● **YOUR OBJECTIVE**
Begin at the first line below and copy each line exactly, ending with the line where "Please list the nodes and edges formed by the" appears.

=== Section Start ===

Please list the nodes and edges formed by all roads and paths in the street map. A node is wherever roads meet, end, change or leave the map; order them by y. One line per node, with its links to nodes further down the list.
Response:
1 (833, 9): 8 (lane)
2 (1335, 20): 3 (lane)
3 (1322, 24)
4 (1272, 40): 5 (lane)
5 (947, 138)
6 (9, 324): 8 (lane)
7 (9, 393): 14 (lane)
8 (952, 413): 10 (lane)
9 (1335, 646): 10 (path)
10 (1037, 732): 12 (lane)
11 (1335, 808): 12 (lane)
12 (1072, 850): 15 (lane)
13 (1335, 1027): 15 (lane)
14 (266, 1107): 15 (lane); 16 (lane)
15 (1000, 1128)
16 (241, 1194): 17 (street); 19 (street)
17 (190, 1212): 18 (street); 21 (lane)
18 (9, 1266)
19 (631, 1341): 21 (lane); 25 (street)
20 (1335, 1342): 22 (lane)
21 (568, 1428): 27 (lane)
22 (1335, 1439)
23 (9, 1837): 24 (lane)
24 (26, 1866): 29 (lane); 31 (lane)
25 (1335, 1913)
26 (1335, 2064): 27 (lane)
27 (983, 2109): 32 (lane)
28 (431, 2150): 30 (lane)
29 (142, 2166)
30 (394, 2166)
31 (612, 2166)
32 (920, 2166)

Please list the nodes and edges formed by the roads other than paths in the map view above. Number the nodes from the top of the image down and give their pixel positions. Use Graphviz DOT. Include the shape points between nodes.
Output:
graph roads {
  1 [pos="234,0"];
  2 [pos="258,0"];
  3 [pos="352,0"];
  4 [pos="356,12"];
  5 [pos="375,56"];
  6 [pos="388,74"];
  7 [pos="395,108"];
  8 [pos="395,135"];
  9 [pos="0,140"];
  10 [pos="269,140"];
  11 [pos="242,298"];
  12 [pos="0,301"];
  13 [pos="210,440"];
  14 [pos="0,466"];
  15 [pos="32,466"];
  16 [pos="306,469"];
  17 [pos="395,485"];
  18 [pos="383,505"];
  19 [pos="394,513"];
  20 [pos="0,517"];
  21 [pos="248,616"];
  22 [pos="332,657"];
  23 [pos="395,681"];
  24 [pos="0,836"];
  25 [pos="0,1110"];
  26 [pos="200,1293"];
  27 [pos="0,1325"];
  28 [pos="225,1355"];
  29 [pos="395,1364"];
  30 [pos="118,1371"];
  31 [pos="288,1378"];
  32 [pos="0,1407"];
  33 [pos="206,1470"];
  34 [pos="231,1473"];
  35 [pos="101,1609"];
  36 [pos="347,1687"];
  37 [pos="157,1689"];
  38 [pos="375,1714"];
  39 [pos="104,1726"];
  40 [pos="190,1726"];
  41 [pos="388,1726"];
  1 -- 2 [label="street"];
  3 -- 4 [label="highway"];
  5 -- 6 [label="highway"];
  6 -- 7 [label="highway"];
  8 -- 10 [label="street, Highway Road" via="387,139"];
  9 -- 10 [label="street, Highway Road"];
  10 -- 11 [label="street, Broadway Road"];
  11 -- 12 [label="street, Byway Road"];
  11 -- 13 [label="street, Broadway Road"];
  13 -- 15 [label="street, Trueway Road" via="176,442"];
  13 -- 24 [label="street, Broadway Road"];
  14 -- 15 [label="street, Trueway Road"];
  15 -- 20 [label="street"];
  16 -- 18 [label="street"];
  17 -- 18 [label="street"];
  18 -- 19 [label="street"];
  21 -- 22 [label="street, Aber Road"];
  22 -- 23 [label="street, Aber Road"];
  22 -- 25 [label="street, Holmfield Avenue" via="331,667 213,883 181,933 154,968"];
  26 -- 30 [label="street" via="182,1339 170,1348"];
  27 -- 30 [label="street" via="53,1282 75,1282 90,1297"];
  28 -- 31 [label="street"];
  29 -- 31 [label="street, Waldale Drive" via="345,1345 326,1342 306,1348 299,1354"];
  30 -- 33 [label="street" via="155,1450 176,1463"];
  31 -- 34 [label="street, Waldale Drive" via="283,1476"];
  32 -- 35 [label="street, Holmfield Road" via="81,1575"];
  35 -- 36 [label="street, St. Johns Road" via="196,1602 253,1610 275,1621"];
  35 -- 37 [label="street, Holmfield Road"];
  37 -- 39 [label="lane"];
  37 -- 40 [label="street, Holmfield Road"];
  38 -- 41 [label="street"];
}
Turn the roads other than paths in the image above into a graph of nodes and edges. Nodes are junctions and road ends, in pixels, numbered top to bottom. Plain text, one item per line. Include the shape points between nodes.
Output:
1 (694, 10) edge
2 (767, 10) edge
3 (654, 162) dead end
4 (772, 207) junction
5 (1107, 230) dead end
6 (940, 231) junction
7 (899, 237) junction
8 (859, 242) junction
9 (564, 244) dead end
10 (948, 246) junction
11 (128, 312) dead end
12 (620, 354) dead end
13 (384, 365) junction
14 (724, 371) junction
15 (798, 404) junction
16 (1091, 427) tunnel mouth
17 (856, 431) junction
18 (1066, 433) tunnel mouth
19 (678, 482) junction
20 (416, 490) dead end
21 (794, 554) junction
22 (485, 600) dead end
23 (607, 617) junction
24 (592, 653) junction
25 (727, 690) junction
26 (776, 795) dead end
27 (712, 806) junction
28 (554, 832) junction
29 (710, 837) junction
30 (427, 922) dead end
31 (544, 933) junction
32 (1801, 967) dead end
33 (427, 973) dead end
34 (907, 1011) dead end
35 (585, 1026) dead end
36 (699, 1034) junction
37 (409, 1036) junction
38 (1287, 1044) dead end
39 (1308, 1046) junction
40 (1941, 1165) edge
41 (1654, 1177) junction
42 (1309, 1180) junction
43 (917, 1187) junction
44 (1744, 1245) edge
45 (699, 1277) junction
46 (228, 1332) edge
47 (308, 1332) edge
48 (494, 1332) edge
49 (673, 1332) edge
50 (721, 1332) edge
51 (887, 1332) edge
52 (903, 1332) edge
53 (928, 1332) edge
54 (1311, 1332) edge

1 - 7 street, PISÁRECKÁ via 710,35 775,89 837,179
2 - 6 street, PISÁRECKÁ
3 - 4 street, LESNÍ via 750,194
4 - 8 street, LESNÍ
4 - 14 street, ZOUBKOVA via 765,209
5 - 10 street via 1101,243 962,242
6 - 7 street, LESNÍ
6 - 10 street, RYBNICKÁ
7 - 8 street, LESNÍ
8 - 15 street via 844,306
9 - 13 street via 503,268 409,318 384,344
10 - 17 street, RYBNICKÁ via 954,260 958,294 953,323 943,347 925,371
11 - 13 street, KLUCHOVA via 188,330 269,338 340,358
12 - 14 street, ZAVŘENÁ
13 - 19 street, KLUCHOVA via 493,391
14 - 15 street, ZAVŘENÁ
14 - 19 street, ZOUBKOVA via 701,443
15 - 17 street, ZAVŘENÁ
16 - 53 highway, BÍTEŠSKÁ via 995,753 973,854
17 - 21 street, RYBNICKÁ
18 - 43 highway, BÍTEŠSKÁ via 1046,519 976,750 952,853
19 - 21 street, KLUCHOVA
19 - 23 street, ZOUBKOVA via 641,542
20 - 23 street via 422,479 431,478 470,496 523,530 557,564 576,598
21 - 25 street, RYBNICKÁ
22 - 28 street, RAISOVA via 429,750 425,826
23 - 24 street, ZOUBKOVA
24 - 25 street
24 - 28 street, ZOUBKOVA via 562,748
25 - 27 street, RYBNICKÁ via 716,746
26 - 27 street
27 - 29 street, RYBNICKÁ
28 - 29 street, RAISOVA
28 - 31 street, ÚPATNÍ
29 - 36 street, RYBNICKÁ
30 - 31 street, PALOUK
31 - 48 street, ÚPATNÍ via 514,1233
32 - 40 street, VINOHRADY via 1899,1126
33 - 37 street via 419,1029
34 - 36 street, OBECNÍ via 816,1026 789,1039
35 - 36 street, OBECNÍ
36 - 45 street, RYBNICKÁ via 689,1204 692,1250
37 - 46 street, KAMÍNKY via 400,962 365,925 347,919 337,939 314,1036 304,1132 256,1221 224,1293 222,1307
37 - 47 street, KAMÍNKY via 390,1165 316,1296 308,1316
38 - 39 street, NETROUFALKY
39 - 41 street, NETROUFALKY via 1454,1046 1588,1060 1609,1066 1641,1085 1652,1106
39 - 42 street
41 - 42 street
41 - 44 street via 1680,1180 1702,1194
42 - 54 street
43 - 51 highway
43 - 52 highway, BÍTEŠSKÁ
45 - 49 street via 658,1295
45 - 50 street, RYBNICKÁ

=== Section End ===

● **ANSWER AREA**
Please list the nodes and edges formed by all roads and paths in the street map. A node is wherever roads meet, end, change or leave the map; order them by y. One line per node, with its links to nodes further down the list.
Response:
1 (833, 9): 8 (lane)
2 (1335, 20): 3 (lane)
3 (1322, 24)
4 (1272, 40): 5 (lane)
5 (947, 138)
6 (9, 324): 8 (lane)
7 (9, 393): 14 (lane)
8 (952, 413): 10 (lane)
9 (1335, 646): 10 (path)
10 (1037, 732): 12 (lane)
11 (1335, 808): 12 (lane)
12 (1072, 850): 15 (lane)
13 (1335, 1027): 15 (lane)
14 (266, 1107): 15 (lane); 16 (lane)
15 (1000, 1128)
16 (241, 1194): 17 (street); 19 (street)
17 (190, 1212): 18 (street); 21 (lane)
18 (9, 1266)
19 (631, 1341): 21 (lane); 25 (street)
20 (1335, 1342): 22 (lane)
21 (568, 1428): 27 (lane)
22 (1335, 1439)
23 (9, 1837): 24 (lane)
24 (26, 1866): 29 (lane); 31 (lane)
25 (1335, 1913)
26 (1335, 2064): 27 (lane)
27 (983, 2109): 32 (lane)
28 (431, 2150): 30 (lane)
29 (142, 2166)
30 (394, 2166)
31 (612, 2166)
32 (920, 2166)

Please list the nodes and edges formed by the roads other than paths in the map view above. Number the nodes from the top of the image down and give their pixel positions. Use Graphviz DOT. Include the shape points between nodes.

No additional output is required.